→ **What the task requires**
Word for word, retype every line of the data.

[Recorded data]
+ + + +

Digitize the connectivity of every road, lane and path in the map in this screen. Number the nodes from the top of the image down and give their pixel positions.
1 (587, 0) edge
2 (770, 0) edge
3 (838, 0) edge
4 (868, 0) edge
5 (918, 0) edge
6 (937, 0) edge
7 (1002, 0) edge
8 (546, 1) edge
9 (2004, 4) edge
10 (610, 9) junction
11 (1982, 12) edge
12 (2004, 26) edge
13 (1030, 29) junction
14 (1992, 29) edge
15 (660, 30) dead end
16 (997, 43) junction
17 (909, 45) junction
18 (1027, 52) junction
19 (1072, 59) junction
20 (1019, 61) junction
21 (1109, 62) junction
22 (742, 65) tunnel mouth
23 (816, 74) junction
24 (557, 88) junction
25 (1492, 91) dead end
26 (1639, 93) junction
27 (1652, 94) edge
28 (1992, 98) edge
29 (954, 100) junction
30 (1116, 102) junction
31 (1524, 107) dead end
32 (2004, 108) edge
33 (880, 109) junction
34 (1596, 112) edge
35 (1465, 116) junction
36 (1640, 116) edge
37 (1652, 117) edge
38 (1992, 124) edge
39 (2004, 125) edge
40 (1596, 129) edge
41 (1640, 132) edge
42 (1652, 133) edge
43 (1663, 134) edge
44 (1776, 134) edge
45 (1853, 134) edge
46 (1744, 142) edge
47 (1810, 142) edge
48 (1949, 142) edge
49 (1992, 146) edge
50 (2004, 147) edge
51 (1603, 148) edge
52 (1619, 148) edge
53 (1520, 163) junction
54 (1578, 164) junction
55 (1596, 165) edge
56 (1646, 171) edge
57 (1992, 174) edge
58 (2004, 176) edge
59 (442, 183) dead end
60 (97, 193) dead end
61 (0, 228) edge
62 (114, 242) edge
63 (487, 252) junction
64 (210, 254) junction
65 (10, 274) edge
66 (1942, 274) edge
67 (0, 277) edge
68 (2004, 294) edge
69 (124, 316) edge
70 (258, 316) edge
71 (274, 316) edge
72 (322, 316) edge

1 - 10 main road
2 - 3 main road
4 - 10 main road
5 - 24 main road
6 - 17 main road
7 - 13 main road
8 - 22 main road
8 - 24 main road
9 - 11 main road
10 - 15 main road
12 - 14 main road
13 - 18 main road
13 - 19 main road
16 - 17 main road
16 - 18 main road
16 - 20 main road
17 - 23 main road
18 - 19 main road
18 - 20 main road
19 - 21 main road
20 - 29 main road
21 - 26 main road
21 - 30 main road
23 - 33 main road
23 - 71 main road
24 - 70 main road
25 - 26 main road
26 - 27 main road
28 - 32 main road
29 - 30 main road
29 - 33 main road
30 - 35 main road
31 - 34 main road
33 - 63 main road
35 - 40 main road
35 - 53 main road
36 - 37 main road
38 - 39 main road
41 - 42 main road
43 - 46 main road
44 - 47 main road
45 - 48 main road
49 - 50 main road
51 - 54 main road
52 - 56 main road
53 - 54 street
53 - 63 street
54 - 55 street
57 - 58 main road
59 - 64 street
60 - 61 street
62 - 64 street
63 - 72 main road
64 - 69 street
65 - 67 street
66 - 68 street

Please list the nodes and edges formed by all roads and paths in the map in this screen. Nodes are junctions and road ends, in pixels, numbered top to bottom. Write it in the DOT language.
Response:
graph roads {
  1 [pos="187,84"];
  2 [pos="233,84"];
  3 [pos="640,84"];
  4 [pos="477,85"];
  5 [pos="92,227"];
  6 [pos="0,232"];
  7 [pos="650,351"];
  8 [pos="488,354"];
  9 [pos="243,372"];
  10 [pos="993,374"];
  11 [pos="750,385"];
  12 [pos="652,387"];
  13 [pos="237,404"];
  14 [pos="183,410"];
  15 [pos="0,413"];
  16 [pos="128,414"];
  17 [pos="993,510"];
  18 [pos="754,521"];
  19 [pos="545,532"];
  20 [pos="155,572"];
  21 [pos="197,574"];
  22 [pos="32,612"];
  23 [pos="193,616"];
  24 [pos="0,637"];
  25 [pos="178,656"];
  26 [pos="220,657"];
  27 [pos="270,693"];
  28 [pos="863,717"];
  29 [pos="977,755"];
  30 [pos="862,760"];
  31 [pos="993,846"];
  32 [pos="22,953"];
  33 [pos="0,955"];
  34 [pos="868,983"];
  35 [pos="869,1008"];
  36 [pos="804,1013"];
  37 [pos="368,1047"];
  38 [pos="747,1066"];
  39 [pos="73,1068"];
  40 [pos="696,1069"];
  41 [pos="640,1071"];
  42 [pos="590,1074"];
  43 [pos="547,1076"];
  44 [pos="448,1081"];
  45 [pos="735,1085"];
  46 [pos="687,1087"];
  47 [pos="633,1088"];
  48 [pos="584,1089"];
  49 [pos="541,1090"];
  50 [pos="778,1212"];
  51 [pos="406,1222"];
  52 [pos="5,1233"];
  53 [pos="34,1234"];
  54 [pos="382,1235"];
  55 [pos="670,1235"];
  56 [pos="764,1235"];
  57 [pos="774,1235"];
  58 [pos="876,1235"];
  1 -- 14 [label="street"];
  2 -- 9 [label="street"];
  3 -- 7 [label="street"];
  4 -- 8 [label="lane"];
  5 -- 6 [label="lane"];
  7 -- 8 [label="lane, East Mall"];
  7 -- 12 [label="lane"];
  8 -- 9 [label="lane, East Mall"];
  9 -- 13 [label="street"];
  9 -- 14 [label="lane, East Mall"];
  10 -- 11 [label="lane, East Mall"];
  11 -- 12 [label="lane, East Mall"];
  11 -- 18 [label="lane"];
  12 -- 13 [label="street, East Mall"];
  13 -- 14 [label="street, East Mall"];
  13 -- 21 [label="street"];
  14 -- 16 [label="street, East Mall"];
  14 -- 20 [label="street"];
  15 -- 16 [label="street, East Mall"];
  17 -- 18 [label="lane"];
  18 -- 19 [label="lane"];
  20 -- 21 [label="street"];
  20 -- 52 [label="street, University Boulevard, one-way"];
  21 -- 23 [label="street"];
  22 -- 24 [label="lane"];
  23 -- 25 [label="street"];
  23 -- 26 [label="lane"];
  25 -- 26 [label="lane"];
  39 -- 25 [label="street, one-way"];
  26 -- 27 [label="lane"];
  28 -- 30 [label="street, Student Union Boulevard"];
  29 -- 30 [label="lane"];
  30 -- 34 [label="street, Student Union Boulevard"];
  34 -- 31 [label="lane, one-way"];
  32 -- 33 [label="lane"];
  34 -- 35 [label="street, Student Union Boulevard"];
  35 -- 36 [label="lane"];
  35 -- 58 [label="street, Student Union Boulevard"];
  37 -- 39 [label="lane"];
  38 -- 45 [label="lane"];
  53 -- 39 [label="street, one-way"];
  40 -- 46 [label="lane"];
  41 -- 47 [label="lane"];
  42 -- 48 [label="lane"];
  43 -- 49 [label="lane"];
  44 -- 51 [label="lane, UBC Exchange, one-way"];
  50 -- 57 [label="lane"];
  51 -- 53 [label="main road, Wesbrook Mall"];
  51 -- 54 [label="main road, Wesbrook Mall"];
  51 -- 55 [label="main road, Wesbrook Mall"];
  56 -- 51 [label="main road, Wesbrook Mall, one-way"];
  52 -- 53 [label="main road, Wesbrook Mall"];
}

+ + + +

→ **Response below**
Digitize the connectivity of every road, lane and path in the map in this screen. Number the nodes from the top of the image down and give their pixel positions.
1 (587, 0) edge
2 (770, 0) edge
3 (838, 0) edge
4 (868, 0) edge
5 (918, 0) edge
6 (937, 0) edge
7 (1002, 0) edge
8 (546, 1) edge
9 (2004, 4) edge
10 (610, 9) junction
11 (1982, 12) edge
12 (2004, 26) edge
13 (1030, 29) junction
14 (1992, 29) edge
15 (660, 30) dead end
16 (997, 43) junction
17 (909, 45) junction
18 (1027, 52) junction
19 (1072, 59) junction
20 (1019, 61) junction
21 (1109, 62) junction
22 (742, 65) tunnel mouth
23 (816, 74) junction
24 (557, 88) junction
25 (1492, 91) dead end
26 (1639, 93) junction
27 (1652, 94) edge
28 (1992, 98) edge
29 (954, 100) junction
30 (1116, 102) junction
31 (1524, 107) dead end
32 (2004, 108) edge
33 (880, 109) junction
34 (1596, 112) edge
35 (1465, 116) junction
36 (1640, 116) edge
37 (1652, 117) edge
38 (1992, 124) edge
39 (2004, 125) edge
40 (1596, 129) edge
41 (1640, 132) edge
42 (1652, 133) edge
43 (1663, 134) edge
44 (1776, 134) edge
45 (1853, 134) edge
46 (1744, 142) edge
47 (1810, 142) edge
48 (1949, 142) edge
49 (1992, 146) edge
50 (2004, 147) edge
51 (1603, 148) edge
52 (1619, 148) edge
53 (1520, 163) junction
54 (1578, 164) junction
55 (1596, 165) edge
56 (1646, 171) edge
57 (1992, 174) edge
58 (2004, 176) edge
59 (442, 183) dead end
60 (97, 193) dead end
61 (0, 228) edge
62 (114, 242) edge
63 (487, 252) junction
64 (210, 254) junction
65 (10, 274) edge
66 (1942, 274) edge
67 (0, 277) edge
68 (2004, 294) edge
69 (124, 316) edge
70 (258, 316) edge
71 (274, 316) edge
72 (322, 316) edge

1 - 10 main road
2 - 3 main road
4 - 10 main road
5 - 24 main road
6 - 17 main road
7 - 13 main road
8 - 22 main road
8 - 24 main road
9 - 11 main road
10 - 15 main road
12 - 14 main road
13 - 18 main road
13 - 19 main road
16 - 17 main road
16 - 18 main road
16 - 20 main road
17 - 23 main road
18 - 19 main road
18 - 20 main road
19 - 21 main road
20 - 29 main road
21 - 26 main road
21 - 30 main road
23 - 33 main road
23 - 71 main road
24 - 70 main road
25 - 26 main road
26 - 27 main road
28 - 32 main road
29 - 30 main road
29 - 33 main road
30 - 35 main road
31 - 34 main road
33 - 63 main road
35 - 40 main road
35 - 53 main road
36 - 37 main road
38 - 39 main road
41 - 42 main road
43 - 46 main road
44 - 47 main road
45 - 48 main road
49 - 50 main road
51 - 54 main road
52 - 56 main road
53 - 54 street
53 - 63 street
54 - 55 street
57 - 58 main road
59 - 64 street
60 - 61 street
62 - 64 street
63 - 72 main road
64 - 69 street
65 - 67 street
66 - 68 street

Please list the nodes and edges formed by all roads and paths in the map in this screen. Nodes are junctions and road ends, in pixels, numbered top to bottom. Write it in the DOT language.
Response:
graph roads {
  1 [pos="187,84"];
  2 [pos="233,84"];
  3 [pos="640,84"];
  4 [pos="477,85"];
  5 [pos="92,227"];
  6 [pos="0,232"];
  7 [pos="650,351"];
  8 [pos="488,354"];
  9 [pos="243,372"];
  10 [pos="993,374"];
  11 [pos="750,385"];
  12 [pos="652,387"];
  13 [pos="237,404"];
  14 [pos="183,410"];
  15 [pos="0,413"];
  16 [pos="128,414"];
  17 [pos="993,510"];
  18 [pos="754,521"];
  19 [pos="545,532"];
  20 [pos="155,572"];
  21 [pos="197,574"];
  22 [pos="32,612"];
  23 [pos="193,616"];
  24 [pos="0,637"];
  25 [pos="178,656"];
  26 [pos="220,657"];
  27 [pos="270,693"];
  28 [pos="863,717"];
  29 [pos="977,755"];
  30 [pos="862,760"];
  31 [pos="993,846"];
  32 [pos="22,953"];
  33 [pos="0,955"];
  34 [pos="868,983"];
  35 [pos="869,1008"];
  36 [pos="804,1013"];
  37 [pos="368,1047"];
  38 [pos="747,1066"];
  39 [pos="73,1068"];
  40 [pos="696,1069"];
  41 [pos="640,1071"];
  42 [pos="590,1074"];
  43 [pos="547,1076"];
  44 [pos="448,1081"];
  45 [pos="735,1085"];
  46 [pos="687,1087"];
  47 [pos="633,1088"];
  48 [pos="584,1089"];
  49 [pos="541,1090"];
  50 [pos="778,1212"];
  51 [pos="406,1222"];
  52 [pos="5,1233"];
  53 [pos="34,1234"];
  54 [pos="382,1235"];
  55 [pos="670,1235"];
  56 [pos="764,1235"];
  57 [pos="774,1235"];
  58 [pos="876,1235"];
  1 -- 14 [label="street"];
  2 -- 9 [label="street"];
  3 -- 7 [label="street"];
  4 -- 8 [label="lane"];
  5 -- 6 [label="lane"];
  7 -- 8 [label="lane, East Mall"];
  7 -- 12 [label="lane"];
  8 -- 9 [label="lane, East Mall"];
  9 -- 13 [label="street"];
  9 -- 14 [label="lane, East Mall"];
  10 -- 11 [label="lane, East Mall"];
  11 -- 12 [label="lane, East Mall"];
  11 -- 18 [label="lane"];
  12 -- 13 [label="street, East Mall"];
  13 -- 14 [label="street, East Mall"];
  13 -- 21 [label="street"];
  14 -- 16 [label="street, East Mall"];
  14 -- 20 [label="street"];
  15 -- 16 [label="street, East Mall"];
  17 -- 18 [label="lane"];
  18 -- 19 [label="lane"];
  20 -- 21 [label="street"];
  20 -- 52 [label="street, University Boulevard, one-way"];
  21 -- 23 [label="street"];
  22 -- 24 [label="lane"];
  23 -- 25 [label="street"];
  23 -- 26 [label="lane"];
  25 -- 26 [label="lane"];
  39 -- 25 [label="street, one-way"];
  26 -- 27 [label="lane"];
  28 -- 30 [label="street, Student Union Boulevard"];
  29 -- 30 [label="lane"];
  30 -- 34 [label="street, Student Union Boulevard"];
  34 -- 31 [label="lane, one-way"];
  32 -- 33 [label="lane"];
  34 -- 35 [label="street, Student Union Boulevard"];
  35 -- 36 [label="lane"];
  35 -- 58 [label="street, Student Union Boulevard"];
  37 -- 39 [label="lane"];
  38 -- 45 [label="lane"];
  53 -- 39 [label="street, one-way"];
  40 -- 46 [label="lane"];
  41 -- 47 [label="lane"];
  42 -- 48 [label="lane"];
  43 -- 49 [label="lane"];
  44 -- 51 [label="lane, UBC Exchange, one-way"];
  50 -- 57 [label="lane"];
  51 -- 53 [label="main road, Wesbrook Mall"];
  51 -- 54 [label="main road, Wesbrook Mall"];
  51 -- 55 [label="main road, Wesbrook Mall"];
  56 -- 51 [label="main road, Wesbrook Mall, one-way"];
  52 -- 53 [label="main road, Wesbrook Mall"];
}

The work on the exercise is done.